Helping people has been the foundation upon which Ronald Bowling has built his career as well as his life.
His name is synonymous with Peoples Bank of Mullens, which became First Peoples Bank, and most recently Summit Community Bank.
After more than four decades, Bowling retired from his banking career – well almost, he continues to serve on the bank’s board of directors.
He believes Summit will be good for the community and will live up to its motto of “providing service beyond expectations.”
“They’ve taken good care of our employees,” he said.
During his 43-year career, he’s assisted three generations with financing their homes.
“My customers became like family,” he emphasized.
“It really gives you a lot of satisfaction.”
Bowling came to the bank right after graduating from Concord College, now Concord University, with an accounting degree.
William A. Davis, the former bank president, asked Bowling’s father if he might be interested in working at the bank.
He began as an auditor trainee and became bank chairman, president/CEO and director before retiring.
“Mr.

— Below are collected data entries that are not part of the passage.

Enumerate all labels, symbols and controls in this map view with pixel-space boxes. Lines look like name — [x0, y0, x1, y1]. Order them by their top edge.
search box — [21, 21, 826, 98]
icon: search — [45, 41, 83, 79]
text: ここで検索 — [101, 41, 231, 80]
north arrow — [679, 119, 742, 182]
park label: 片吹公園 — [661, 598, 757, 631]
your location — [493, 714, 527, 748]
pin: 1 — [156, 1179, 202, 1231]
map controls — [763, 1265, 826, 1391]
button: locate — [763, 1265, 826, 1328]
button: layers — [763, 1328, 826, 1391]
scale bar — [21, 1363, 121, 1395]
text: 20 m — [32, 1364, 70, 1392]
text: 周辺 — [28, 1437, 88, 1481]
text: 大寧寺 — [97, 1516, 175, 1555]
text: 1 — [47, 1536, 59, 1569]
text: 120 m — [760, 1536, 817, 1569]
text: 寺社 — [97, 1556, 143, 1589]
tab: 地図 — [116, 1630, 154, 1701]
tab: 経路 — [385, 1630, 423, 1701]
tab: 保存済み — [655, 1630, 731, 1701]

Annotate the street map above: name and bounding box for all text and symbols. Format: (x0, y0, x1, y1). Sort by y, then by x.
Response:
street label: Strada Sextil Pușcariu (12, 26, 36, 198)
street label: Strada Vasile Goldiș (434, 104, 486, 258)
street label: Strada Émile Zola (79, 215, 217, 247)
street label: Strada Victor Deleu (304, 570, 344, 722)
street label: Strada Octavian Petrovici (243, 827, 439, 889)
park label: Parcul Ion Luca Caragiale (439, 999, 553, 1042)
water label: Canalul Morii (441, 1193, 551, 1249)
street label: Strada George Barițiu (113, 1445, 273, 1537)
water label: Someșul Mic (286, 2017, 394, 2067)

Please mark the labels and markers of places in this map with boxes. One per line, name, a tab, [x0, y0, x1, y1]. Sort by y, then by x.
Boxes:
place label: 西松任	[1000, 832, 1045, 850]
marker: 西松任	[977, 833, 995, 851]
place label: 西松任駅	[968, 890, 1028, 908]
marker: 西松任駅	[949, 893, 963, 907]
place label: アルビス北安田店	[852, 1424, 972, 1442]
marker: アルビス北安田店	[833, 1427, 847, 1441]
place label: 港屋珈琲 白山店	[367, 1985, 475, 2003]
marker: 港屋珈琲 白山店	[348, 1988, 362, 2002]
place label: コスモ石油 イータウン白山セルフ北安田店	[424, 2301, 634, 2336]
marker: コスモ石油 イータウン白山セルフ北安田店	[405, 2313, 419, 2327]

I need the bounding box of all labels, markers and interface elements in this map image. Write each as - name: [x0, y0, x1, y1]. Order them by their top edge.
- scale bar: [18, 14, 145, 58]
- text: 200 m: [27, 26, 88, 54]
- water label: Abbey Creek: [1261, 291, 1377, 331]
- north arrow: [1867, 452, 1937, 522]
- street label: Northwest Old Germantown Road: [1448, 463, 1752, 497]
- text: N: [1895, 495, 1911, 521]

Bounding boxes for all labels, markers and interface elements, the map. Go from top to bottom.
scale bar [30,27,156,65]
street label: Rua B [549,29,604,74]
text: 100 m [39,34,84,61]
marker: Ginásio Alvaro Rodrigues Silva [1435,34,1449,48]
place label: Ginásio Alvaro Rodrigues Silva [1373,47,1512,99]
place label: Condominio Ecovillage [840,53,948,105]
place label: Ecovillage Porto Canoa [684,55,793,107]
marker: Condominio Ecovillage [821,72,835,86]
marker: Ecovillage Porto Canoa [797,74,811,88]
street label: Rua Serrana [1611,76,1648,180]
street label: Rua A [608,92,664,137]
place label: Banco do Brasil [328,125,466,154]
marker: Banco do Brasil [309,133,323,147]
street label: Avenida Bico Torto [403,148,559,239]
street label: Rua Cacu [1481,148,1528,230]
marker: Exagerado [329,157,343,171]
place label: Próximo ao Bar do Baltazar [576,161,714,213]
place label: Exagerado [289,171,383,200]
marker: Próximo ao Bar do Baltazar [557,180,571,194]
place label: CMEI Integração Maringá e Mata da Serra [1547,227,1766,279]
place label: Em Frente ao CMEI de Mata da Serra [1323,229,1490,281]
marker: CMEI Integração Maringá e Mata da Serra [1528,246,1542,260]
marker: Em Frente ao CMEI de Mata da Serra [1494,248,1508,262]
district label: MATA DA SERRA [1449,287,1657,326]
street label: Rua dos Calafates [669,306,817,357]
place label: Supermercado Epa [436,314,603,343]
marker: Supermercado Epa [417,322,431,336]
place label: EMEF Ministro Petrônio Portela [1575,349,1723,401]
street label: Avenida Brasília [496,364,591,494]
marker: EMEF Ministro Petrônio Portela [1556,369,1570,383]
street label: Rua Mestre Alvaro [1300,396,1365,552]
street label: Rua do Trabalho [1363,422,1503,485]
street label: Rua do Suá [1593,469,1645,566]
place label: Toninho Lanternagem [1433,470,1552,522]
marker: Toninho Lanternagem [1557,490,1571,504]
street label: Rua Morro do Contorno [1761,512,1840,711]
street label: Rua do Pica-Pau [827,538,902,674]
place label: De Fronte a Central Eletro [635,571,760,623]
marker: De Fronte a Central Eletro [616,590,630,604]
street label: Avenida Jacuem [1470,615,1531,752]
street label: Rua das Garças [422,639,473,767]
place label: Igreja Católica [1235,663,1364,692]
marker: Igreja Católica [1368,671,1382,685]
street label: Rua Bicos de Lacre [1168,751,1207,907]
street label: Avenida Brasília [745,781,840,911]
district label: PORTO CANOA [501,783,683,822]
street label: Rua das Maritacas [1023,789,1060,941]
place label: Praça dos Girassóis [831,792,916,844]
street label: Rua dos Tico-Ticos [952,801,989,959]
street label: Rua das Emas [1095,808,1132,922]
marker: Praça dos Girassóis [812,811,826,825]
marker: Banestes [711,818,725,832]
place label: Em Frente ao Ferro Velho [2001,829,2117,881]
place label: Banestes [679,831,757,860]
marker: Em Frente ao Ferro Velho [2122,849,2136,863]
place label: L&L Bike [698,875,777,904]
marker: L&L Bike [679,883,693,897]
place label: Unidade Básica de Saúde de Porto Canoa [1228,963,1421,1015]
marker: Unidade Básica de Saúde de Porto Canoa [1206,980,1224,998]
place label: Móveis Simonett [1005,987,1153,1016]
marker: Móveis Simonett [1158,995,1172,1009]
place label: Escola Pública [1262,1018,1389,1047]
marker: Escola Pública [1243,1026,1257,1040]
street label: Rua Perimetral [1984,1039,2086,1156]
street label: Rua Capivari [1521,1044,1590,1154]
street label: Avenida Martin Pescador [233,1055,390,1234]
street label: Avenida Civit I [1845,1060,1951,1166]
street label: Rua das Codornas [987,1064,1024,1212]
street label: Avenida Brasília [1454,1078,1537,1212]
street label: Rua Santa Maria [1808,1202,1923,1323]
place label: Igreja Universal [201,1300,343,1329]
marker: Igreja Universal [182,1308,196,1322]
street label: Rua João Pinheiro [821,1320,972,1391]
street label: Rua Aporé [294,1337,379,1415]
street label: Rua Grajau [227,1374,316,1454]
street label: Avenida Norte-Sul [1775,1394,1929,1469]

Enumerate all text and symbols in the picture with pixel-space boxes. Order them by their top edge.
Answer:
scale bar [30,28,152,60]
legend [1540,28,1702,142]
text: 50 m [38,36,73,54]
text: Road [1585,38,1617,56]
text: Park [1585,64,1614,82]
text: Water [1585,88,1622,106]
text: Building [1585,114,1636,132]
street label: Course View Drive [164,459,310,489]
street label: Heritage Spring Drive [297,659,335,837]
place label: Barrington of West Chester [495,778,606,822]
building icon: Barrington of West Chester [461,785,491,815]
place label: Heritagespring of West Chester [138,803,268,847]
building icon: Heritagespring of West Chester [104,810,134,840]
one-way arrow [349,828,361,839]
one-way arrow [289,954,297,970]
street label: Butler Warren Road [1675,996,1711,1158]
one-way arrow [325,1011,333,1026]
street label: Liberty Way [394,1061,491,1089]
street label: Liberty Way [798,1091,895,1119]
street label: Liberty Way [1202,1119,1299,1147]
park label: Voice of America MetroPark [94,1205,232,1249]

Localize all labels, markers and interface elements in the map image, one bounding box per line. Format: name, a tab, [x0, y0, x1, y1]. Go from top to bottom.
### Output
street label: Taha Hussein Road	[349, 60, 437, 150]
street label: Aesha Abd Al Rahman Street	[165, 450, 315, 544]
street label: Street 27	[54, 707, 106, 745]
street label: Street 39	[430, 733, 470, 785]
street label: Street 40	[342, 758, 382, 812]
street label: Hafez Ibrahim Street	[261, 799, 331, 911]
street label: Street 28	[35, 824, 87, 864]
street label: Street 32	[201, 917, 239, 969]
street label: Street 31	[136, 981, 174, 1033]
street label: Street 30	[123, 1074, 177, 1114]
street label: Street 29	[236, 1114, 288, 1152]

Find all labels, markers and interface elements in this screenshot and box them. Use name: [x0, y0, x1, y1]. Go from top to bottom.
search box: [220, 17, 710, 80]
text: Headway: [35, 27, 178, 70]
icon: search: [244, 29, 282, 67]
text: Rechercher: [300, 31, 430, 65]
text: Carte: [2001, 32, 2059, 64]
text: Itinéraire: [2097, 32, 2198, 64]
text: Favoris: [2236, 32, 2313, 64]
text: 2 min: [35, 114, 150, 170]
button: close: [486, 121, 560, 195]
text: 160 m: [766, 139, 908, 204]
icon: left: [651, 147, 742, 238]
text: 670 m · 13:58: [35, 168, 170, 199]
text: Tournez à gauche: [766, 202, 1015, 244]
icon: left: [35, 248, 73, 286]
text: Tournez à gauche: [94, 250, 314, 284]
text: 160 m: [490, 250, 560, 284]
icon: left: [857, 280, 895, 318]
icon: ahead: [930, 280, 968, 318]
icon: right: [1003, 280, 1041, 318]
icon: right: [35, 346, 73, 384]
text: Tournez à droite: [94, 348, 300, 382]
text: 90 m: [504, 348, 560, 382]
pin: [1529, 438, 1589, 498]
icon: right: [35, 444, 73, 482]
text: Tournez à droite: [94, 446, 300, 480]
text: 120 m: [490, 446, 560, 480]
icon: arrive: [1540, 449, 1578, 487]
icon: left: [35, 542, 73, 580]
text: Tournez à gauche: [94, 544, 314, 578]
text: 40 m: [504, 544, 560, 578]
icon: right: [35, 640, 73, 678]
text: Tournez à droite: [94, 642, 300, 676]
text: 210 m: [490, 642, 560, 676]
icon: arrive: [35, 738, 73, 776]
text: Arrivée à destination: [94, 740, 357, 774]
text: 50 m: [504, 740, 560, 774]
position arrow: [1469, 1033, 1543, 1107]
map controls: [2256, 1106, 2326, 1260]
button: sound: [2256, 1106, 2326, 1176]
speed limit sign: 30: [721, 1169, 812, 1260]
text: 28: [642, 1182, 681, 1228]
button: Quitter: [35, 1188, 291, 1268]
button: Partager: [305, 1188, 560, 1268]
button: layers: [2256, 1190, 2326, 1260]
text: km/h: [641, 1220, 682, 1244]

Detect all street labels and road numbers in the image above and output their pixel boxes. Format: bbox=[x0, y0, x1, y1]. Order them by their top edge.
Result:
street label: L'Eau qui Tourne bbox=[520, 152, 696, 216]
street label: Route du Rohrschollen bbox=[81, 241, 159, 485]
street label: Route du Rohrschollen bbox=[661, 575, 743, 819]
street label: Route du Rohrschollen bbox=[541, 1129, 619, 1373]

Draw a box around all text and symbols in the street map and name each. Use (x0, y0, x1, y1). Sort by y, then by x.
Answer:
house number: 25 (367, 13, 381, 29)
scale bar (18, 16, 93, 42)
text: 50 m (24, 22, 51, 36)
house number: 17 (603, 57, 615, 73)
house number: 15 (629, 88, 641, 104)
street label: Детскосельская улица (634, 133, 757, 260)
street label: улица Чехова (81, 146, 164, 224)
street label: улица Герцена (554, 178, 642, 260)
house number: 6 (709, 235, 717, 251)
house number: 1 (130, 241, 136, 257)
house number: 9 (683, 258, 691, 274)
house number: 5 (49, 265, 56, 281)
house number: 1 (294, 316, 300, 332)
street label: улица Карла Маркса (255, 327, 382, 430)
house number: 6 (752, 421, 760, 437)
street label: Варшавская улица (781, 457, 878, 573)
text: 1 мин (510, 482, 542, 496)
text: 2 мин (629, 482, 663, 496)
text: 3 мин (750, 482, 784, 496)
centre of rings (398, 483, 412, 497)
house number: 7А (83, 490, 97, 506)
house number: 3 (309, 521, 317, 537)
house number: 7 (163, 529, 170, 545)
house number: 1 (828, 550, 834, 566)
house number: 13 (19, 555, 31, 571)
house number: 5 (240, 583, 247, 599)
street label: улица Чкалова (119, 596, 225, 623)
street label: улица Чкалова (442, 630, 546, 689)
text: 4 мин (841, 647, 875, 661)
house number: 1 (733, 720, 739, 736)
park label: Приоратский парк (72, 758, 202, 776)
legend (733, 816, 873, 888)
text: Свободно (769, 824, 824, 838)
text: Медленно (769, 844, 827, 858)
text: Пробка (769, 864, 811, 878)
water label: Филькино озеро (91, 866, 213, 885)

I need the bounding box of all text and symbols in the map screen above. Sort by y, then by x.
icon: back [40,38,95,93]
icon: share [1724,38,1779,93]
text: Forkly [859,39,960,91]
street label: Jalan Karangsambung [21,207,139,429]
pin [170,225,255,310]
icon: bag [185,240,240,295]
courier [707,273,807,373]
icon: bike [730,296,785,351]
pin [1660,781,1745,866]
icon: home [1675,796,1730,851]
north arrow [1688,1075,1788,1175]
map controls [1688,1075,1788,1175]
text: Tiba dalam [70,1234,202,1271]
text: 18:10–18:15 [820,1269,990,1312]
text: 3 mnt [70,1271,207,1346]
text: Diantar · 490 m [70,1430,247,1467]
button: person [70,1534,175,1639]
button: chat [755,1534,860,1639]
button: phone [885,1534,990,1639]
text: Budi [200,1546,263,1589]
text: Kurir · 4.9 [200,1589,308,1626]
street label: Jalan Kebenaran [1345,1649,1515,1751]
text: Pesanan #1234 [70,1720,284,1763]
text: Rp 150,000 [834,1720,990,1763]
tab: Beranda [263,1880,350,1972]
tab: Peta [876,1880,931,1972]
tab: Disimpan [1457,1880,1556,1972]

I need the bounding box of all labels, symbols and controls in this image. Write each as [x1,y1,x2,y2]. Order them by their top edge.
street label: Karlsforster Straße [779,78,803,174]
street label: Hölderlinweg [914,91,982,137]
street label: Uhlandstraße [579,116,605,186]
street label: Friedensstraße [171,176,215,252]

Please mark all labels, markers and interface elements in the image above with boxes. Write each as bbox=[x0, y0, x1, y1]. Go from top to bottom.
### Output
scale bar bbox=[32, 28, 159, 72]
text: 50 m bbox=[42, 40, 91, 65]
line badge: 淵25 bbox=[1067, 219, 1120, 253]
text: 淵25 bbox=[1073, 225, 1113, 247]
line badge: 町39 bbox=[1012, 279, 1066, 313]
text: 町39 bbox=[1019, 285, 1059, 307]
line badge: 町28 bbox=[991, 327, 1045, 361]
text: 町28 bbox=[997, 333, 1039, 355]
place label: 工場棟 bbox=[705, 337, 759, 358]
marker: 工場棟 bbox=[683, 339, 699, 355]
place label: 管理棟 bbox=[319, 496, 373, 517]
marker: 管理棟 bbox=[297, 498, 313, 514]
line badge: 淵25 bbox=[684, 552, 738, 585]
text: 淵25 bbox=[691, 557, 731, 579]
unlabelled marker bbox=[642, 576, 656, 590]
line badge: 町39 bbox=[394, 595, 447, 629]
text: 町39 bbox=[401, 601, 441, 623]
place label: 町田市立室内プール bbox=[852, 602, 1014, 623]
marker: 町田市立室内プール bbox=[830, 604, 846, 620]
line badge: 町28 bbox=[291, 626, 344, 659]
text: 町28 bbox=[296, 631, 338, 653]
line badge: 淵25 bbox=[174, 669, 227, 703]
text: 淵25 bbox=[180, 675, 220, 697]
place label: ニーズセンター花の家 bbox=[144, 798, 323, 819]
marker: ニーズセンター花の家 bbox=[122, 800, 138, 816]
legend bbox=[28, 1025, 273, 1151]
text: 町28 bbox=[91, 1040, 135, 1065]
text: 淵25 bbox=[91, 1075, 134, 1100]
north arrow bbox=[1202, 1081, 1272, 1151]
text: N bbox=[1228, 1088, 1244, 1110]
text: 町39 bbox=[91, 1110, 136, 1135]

Davis was a great mentor,” Bowling said of his predecessor.
“I really wouldn’t be the banker I am without his tutelage.”
During college, Bowling worked as a lifeguard at Twin Falls State Park and at a coal mine in Wyco.
“It was really a great learning experience,” he said of working around the mine.
“I learned that education isn’t a sign of intelligence.”
Bowling said he worked with men who, though they had no formal training, could design and build anything.
“I was so amazed by what they could do.”
Though he was born in Alaska, Bowling grew up in Mullens. One of three brothers, he is an identical twin. They are still known to friends as Ronnie and Donnie.
Many people still can not tell him from his brother Donnie, he said.
“We look identical, but our personalities are completely different,” he emphasized.
“People still get us confused.
“We had a lot of fun growing up,” he said, noting they did not pull some of the infamous pranks for which identical twins have been known.
And, they never tried to fool teachers or girlfriends.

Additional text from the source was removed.